Cosmic Near-infrared Background Tomography with SPHEREx Using Galaxy Cross-correlations

TL;DR

This paper forecasts the ability of SPHEREx to perform redshift tomography of the near-infrared extragalactic background light through galaxy cross-correlations, enabling insights into cosmic star formation history up to redshift 6.

Contribution

It introduces a method to use galaxy cross-correlations with SPHEREx data for EBL spectral and redshift tomography, providing forecasts for detection sensitivity and potential scientific insights.

Findings

EBL spectrum detectable up to z~6

High-significance cross-power spectrum measurement up to z~10

Constraints on stellar evolution and galaxy spectra across redshifts

Abstract

The extragalactic background light (EBL) consists of integrated light from all sources of emission throughout the history of the universe. At near-infrared wavelengths, the EBL is dominated by stellar emission across cosmic time; however, the spectral and redshift information of the emitting sources is entangled and cannot be directly measured by absolute photometry or fluctuation measurements. Cross-correlating near-infrared maps with tracers of known redshift enables EBL redshift tomography, as EBL emission will only correlate with external tracers from the same redshift. Here, we forecast the sensitivity of probing the EBL spectral energy distribution as a function of redshift by cross-correlating the upcoming near-infrared spectro-imaging survey, SPHEREx, with several current and future galaxy redshift surveys.
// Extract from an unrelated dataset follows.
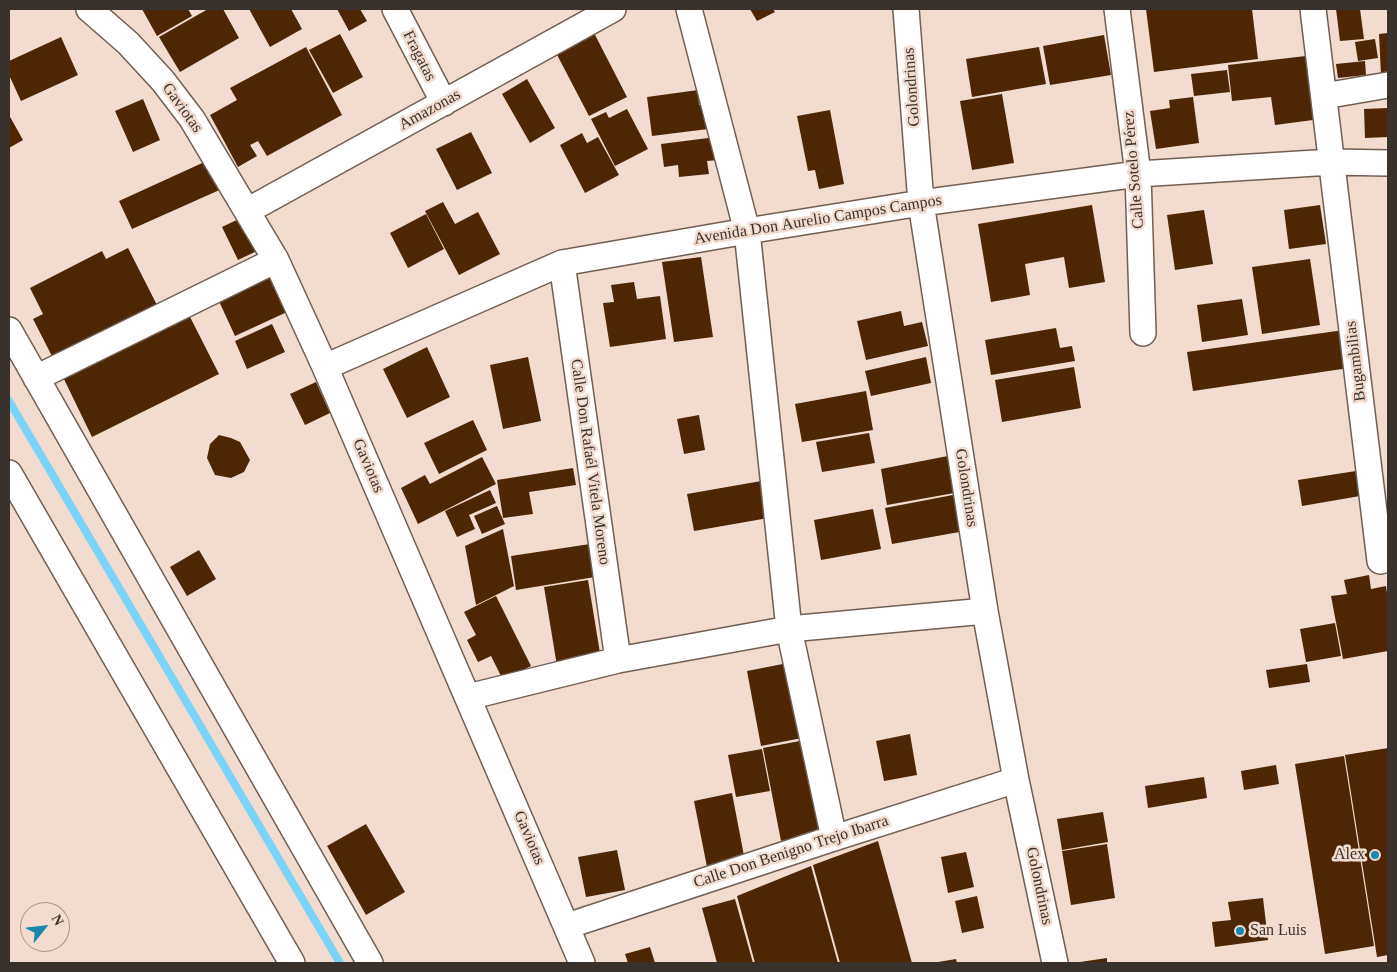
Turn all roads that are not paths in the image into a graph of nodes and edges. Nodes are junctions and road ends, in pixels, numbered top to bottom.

Using a model galaxy luminosity function, we estimate the cross power spectrum clustering amplitude on large scales, and forecast that the near-infrared EBL spectrum can be detected tomographically out to $z\sim 6$. We also predict a high-significance measurement ($\sim 10^2$-$10^4\sigma$) of the small-scale cross-power spectrum out to $z\sim 10$. The amplitudes of the large-scale cross power spectra can constrain the cosmic evolution of the stellar synthesis process through both continuum and the line emission, while on the nonlinear and Poisson noise scales, the high-sensitivity measurements can probe the mean spectra associated with the tracer population across redshift.